What is needed:
Copy out each line of the data holding "Left".

Records contained in a dataset:

++++++++

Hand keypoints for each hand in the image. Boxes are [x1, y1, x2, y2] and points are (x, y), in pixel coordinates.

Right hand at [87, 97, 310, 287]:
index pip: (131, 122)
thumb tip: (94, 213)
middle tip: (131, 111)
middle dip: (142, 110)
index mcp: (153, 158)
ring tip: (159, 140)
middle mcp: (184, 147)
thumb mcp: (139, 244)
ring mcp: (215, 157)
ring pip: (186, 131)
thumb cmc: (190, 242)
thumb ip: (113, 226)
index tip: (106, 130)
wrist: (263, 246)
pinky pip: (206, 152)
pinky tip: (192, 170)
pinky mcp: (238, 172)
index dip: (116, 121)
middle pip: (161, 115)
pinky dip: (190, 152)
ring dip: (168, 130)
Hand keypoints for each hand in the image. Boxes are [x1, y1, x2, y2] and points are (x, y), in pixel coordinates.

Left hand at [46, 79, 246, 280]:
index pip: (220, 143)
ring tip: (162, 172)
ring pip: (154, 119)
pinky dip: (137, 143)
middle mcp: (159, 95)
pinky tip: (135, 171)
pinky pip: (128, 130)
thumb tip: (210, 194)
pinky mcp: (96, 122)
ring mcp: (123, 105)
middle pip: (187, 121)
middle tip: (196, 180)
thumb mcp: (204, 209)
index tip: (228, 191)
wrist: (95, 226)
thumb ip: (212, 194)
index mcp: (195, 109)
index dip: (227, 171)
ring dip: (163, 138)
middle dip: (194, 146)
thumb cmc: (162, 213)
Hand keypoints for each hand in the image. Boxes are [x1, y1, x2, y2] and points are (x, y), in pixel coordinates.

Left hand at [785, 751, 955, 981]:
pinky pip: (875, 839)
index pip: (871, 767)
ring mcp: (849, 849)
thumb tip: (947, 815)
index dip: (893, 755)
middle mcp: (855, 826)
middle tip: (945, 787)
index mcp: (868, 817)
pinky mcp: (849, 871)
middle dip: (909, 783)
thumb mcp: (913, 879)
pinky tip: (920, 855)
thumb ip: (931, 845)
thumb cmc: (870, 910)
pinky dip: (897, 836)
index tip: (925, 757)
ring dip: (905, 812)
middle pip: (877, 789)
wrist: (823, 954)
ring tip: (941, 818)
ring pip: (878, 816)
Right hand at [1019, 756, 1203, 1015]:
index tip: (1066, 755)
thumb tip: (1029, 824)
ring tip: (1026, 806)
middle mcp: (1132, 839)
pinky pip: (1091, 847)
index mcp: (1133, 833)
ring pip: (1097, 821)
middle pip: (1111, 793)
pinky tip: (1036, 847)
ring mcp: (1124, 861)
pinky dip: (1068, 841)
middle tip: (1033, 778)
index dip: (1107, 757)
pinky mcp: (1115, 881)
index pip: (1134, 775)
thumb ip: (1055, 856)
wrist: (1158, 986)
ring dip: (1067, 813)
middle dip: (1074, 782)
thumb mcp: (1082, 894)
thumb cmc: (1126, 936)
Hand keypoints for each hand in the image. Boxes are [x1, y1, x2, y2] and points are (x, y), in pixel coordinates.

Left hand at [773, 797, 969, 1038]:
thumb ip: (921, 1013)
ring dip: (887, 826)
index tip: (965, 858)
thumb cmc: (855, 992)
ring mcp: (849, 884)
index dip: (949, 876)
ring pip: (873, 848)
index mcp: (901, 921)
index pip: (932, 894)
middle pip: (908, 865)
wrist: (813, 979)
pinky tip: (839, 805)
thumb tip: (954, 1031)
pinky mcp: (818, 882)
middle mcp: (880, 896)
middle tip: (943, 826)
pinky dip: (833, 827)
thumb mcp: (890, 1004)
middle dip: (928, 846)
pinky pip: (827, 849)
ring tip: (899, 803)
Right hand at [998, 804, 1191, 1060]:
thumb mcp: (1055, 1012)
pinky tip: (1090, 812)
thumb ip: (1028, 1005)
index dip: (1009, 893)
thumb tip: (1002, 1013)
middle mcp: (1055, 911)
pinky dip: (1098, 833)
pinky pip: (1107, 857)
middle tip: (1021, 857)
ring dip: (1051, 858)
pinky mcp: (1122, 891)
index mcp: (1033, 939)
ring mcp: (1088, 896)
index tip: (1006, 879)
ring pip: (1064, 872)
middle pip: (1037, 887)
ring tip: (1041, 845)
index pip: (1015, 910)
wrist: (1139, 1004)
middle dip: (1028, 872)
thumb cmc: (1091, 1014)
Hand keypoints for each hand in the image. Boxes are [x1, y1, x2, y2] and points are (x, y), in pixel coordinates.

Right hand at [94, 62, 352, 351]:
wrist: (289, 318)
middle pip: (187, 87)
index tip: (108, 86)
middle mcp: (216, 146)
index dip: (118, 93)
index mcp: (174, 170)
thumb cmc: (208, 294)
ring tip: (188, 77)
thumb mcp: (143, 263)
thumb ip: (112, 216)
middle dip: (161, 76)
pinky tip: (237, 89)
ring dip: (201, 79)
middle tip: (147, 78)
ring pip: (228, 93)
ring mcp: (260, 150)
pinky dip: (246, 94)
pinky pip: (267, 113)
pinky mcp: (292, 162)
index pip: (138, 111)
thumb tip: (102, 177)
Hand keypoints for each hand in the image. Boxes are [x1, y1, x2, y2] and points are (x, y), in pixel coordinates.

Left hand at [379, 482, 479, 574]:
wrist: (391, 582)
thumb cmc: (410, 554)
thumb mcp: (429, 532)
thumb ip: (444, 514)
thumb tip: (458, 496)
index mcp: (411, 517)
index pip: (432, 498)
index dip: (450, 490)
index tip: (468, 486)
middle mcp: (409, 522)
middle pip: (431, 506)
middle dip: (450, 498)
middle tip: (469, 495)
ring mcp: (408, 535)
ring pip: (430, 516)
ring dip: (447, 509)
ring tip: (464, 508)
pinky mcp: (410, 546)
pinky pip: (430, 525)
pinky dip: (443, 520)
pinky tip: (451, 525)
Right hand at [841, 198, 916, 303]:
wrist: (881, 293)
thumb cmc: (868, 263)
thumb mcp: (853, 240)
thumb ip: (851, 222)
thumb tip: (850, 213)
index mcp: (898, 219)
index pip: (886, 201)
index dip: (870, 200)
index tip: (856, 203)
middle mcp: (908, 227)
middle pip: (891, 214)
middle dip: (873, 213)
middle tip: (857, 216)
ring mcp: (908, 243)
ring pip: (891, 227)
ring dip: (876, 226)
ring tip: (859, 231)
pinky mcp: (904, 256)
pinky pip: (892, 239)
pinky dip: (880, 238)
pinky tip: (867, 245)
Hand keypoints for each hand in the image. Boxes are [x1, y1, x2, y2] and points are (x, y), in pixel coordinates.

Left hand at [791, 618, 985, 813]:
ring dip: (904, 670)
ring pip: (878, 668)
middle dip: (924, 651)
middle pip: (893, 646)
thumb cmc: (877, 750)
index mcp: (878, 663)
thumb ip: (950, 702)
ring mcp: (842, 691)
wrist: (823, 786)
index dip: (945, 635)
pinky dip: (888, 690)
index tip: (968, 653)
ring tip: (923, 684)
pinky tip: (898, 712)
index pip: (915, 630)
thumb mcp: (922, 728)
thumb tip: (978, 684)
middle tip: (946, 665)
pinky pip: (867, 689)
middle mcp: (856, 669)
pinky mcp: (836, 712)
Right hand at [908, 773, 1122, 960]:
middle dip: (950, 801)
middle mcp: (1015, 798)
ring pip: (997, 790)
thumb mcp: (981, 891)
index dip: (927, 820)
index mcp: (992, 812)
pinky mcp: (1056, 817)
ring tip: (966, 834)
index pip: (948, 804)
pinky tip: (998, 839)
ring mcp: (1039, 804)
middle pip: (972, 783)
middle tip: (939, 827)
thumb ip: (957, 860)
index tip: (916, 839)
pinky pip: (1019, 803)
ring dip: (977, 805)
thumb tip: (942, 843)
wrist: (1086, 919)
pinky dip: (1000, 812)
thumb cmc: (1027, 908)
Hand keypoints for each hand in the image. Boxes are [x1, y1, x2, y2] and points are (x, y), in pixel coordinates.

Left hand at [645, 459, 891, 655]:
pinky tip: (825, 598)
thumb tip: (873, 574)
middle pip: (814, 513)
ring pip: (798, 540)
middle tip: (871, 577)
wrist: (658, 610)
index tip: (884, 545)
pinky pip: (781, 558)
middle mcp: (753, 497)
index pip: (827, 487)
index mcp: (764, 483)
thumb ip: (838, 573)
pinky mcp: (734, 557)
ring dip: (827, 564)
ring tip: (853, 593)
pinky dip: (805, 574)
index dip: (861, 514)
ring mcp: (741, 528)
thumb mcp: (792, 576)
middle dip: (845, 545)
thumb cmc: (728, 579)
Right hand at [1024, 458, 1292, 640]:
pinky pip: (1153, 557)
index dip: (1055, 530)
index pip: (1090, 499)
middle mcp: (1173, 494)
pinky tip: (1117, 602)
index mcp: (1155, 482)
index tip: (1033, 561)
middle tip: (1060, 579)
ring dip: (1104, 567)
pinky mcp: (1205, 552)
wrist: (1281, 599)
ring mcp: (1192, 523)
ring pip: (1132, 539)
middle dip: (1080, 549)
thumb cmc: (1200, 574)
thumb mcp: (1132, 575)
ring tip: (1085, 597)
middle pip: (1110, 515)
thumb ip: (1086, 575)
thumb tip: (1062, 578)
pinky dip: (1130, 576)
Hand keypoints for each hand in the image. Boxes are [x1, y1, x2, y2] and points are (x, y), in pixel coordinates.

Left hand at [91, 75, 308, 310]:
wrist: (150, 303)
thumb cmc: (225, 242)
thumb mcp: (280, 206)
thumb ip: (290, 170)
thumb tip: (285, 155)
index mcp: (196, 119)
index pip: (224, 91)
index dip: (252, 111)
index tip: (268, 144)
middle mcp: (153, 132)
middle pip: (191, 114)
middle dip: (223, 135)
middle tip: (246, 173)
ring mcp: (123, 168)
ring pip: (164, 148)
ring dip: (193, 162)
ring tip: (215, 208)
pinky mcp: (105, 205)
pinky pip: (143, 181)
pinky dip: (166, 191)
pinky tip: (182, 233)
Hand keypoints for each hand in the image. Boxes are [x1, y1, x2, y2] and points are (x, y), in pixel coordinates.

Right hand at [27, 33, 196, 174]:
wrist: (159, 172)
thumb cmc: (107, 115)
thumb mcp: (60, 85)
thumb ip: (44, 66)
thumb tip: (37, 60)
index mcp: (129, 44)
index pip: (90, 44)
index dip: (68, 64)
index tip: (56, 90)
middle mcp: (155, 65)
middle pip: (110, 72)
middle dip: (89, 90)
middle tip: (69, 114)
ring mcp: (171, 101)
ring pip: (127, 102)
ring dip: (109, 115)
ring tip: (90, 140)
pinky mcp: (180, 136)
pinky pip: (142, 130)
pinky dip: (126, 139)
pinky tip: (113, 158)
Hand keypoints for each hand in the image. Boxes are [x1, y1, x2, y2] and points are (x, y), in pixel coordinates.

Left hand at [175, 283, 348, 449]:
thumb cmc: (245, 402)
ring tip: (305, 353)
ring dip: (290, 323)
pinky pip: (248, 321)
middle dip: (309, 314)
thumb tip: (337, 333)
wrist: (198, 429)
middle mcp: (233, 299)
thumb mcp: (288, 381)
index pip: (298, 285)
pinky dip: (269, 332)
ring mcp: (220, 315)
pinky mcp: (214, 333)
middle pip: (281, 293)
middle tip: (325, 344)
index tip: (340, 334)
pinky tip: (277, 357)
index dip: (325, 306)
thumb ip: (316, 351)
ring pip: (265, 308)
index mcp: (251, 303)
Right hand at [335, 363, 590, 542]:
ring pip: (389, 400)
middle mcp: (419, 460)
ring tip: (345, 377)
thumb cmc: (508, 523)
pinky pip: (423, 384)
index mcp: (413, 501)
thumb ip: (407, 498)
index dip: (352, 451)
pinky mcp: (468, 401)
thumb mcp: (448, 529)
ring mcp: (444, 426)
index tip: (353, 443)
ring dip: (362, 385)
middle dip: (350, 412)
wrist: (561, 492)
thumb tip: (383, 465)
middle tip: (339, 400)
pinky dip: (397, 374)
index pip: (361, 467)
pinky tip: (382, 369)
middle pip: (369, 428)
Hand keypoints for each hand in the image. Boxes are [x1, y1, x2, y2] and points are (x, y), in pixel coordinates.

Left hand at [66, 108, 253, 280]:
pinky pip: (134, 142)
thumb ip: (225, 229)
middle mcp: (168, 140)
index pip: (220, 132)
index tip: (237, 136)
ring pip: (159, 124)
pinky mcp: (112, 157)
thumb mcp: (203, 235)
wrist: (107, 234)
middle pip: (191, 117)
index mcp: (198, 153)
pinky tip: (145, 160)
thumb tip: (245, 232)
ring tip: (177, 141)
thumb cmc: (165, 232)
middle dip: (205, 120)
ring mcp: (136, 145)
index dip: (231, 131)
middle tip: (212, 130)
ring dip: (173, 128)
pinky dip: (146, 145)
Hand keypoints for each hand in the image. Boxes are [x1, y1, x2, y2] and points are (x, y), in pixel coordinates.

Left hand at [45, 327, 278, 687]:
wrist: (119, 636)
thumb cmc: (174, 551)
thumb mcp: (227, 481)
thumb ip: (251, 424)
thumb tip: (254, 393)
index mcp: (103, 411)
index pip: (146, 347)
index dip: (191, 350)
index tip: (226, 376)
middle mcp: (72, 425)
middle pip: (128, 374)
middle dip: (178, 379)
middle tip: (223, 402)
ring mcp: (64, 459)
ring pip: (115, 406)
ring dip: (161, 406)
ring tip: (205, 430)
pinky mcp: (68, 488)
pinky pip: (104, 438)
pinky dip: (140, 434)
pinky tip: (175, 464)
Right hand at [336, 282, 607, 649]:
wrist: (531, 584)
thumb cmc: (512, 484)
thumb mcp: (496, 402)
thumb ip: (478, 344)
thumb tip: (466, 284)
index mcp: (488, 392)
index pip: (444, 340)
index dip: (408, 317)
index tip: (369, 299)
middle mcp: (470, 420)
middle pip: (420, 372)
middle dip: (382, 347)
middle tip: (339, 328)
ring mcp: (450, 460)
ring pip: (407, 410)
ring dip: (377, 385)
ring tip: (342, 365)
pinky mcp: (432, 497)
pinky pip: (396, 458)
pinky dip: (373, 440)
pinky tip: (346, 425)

++++++++

Exercise solution:
Left hand at [46, 79, 246, 280]:
Left hand at [785, 751, 955, 981]:
Left hand at [773, 797, 969, 1038]:
Left hand at [379, 482, 479, 574]:
Left hand at [791, 618, 985, 813]:
Left hand at [645, 459, 891, 655]:
Left hand at [91, 75, 308, 310]:
Left hand at [175, 283, 348, 449]:
Left hand at [66, 108, 253, 280]:
Left hand at [45, 327, 278, 687]:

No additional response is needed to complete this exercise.